I picked it up, and tiny toes clung to my finger, and its beak still gaped for food while its chirping seemed too loud for the size of its body.
“Mom, can I keep it and take care of it. I promise I’ll feed it and give it water! Please! Please! Please!” I begged, my seven year old self very sure that I could raise this bird.
“Dad won’t like it. He’ll say you have to let it go.”
“Well, just let me take care of it until Dad gets home. Please! Please! I have an empty shoebox it can live in, and I can find bugs for it to eat and kill flies with our fly swatter. My bird book says baby birds eat bugs.”
“Okay for now, but you’ll have to ask Dad when he gets home from work.”
I did my best to make for Chirpy a nest with dried grasses in the shoebox. I spent the entire day hunting bugs in the woods and killed flies with the fly swatter. Turning over rocks and fallen tree limbs turned up many varieties of shiny beetles and squirming grubs. Each time I came near the shoebox, Chirpy opened her beak and I dropped in the next bug as she cheeped. I found an eyedropper in the medicine cabinet to give her drops of water.
I decided to hide Chirpy from Dad, so I wouldn’t have to give her up. He was a cruel man. I had seen him laugh while drowning my favorite barn kittens in a bucket of water, and burn with his lighter a dog that barked too much.

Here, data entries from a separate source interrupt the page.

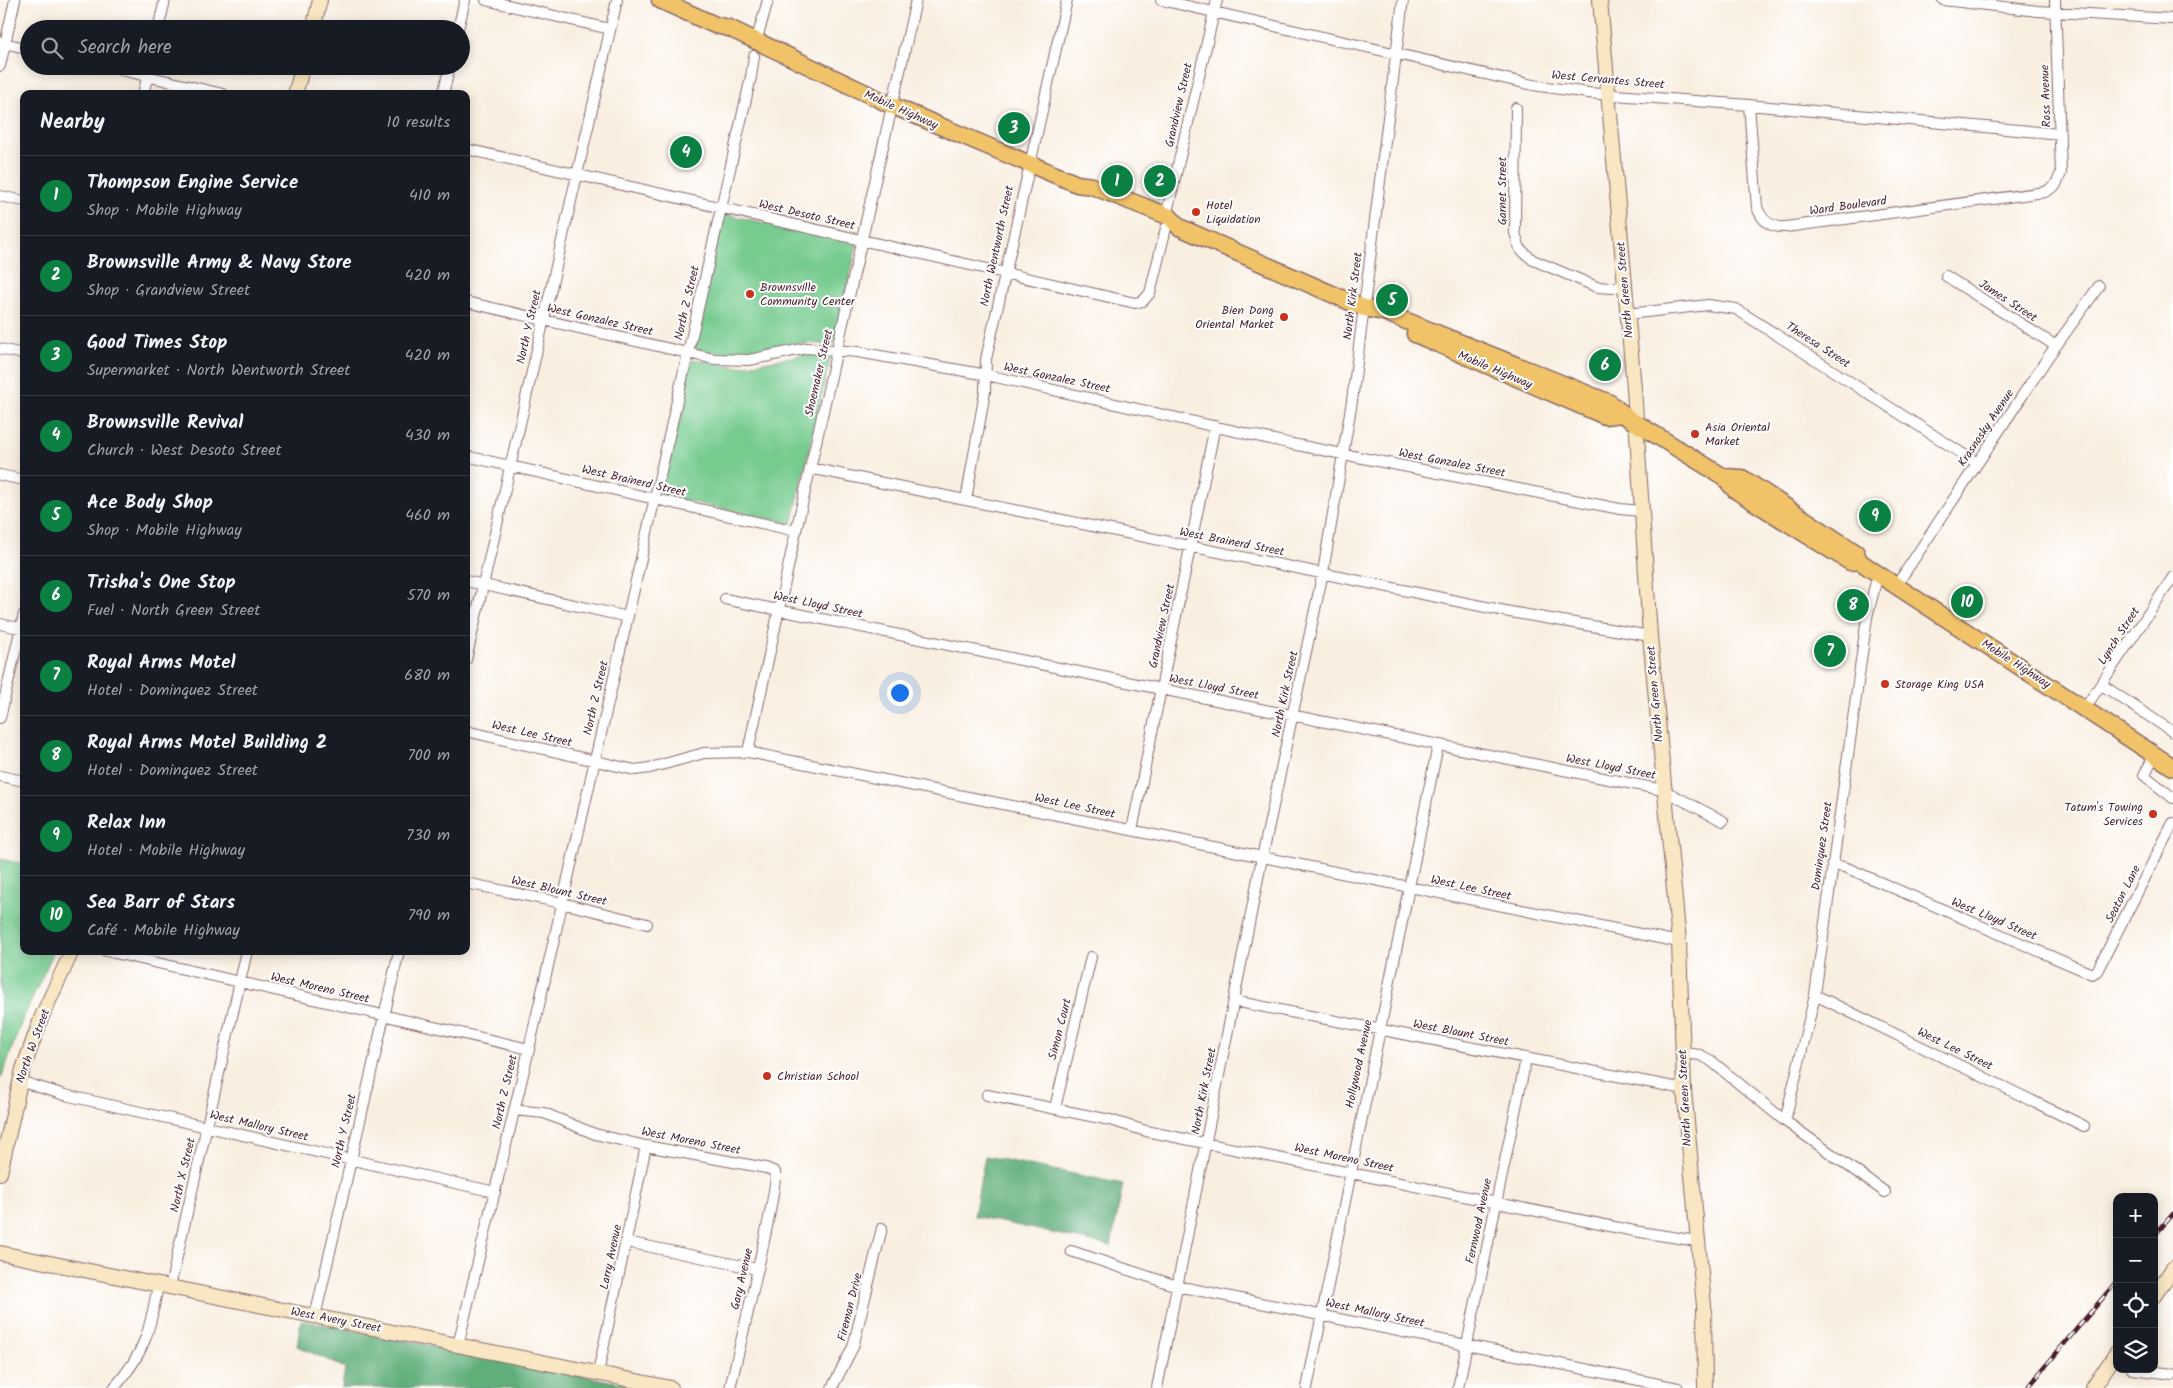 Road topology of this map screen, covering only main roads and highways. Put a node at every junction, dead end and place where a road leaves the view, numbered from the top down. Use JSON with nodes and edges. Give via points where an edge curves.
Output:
{"nodes":[{"id":1,"x":660,"y":0,"type":"edge"},
{"id":2,"x":685,"y":0,"type":"edge"},
{"id":3,"x":729,"y":28,"type":"junction"},
{"id":4,"x":2173,"y":767,"type":"edge"}],
"edges":[{"from":1,"to":3,"type":"main road","name":"Mobile Highway"},
{"from":2,"to":3,"type":"main road","name":"Mobile Highway","via":[[720,17]]},
{"from":3,"to":4,"type":"main road","name":"Mobile Highway","via":[[755,49],[1077,184],[1089,194],[1170,224],[1369,310],[1461,356],[1605,416],[1621,414],[1724,477],[1735,490],[1850,562],[1859,561]]}]}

I found a depression under a big rock in the woods and put the shoebox there for the night, hoping that no wild animal would find it. I pushed dead branches over my box to make it less noticeable. Mom didn’t say a word to Dad about my baby bird and let me spend my days finding bugs and killing flies.
Chirpy’s adult feathers began to grow and she seemed to practice flapping her wings as she grew bigger and stronger over the course of about ten days. I was so proud that I really did raise this bird and help it grow up. On a rainy cold morning I took the lid off my shoebox for the last time as Chirpy flew to the top of a tall birch tree at the edge of the woods. At first I was devastated. Chirpy was gone! Would she be safe? Would she be able to find her own food? Could she stay warm in the cold rain? Safe from prowling neighborhood cats?

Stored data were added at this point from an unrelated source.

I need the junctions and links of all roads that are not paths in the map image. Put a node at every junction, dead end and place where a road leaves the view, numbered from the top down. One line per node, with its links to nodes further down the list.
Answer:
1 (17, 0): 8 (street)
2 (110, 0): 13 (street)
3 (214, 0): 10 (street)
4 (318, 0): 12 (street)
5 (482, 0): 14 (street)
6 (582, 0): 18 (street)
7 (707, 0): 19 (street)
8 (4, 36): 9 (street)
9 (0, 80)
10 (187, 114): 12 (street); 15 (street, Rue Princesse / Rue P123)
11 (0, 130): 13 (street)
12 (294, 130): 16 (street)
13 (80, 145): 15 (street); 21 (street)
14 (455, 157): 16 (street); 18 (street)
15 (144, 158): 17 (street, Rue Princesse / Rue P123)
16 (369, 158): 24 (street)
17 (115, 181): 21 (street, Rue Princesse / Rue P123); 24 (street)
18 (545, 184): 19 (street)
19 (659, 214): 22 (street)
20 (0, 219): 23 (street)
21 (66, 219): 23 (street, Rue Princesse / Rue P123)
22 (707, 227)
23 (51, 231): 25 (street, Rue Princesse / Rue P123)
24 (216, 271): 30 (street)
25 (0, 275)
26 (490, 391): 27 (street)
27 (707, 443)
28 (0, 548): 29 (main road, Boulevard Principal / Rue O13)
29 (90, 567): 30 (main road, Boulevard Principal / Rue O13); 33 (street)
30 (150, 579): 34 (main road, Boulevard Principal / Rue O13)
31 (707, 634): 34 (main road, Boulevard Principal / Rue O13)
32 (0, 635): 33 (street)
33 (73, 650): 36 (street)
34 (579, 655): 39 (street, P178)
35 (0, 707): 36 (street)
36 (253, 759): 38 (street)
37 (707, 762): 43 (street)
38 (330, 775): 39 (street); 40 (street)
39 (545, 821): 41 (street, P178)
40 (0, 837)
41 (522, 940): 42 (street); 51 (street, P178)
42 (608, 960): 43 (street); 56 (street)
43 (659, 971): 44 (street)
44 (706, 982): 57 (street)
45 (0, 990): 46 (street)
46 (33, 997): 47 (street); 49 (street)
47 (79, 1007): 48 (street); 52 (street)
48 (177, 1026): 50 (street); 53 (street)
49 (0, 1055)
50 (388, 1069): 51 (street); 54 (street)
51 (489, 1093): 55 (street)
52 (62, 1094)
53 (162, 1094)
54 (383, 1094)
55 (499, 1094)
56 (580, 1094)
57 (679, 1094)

I ran, tears streaming, to the house. “Chirpy’s gone!” I cried to Mom. “She flew away.”
“The same thing would happen if her real mother was feeding her.”
“But I wanted to keep her always. She was like my pet.”
“No wild animal can be a pet. They’re meant to be part of nature, a world we’re not supposed to tame.”
I retreated to my bedroom drowning my sorrow by paging through my bird books, pictures of cardinals, blue jays, robins, and other birds I loved. I thought about how it was for a mother bird, feeding a nest full of babies, spending all her days hunting bugs, and then having all her babies gone within weeks. My experience showed me how helpless baby birds were, entirely dependent on parents. I read in my books that birds care for their young because they have instinctive behavior, not because they care about their chicks.
This foray into the world of a mother bird changed my life. I became even more fascinated with nature, in birds, in animal behavior. This experience at age seven may have been one of the catalysts that moved me on to degrees in biology, a career as a biology teacher, and eventually coauthor of a best-selling high school biology book. Thank you Chirpy!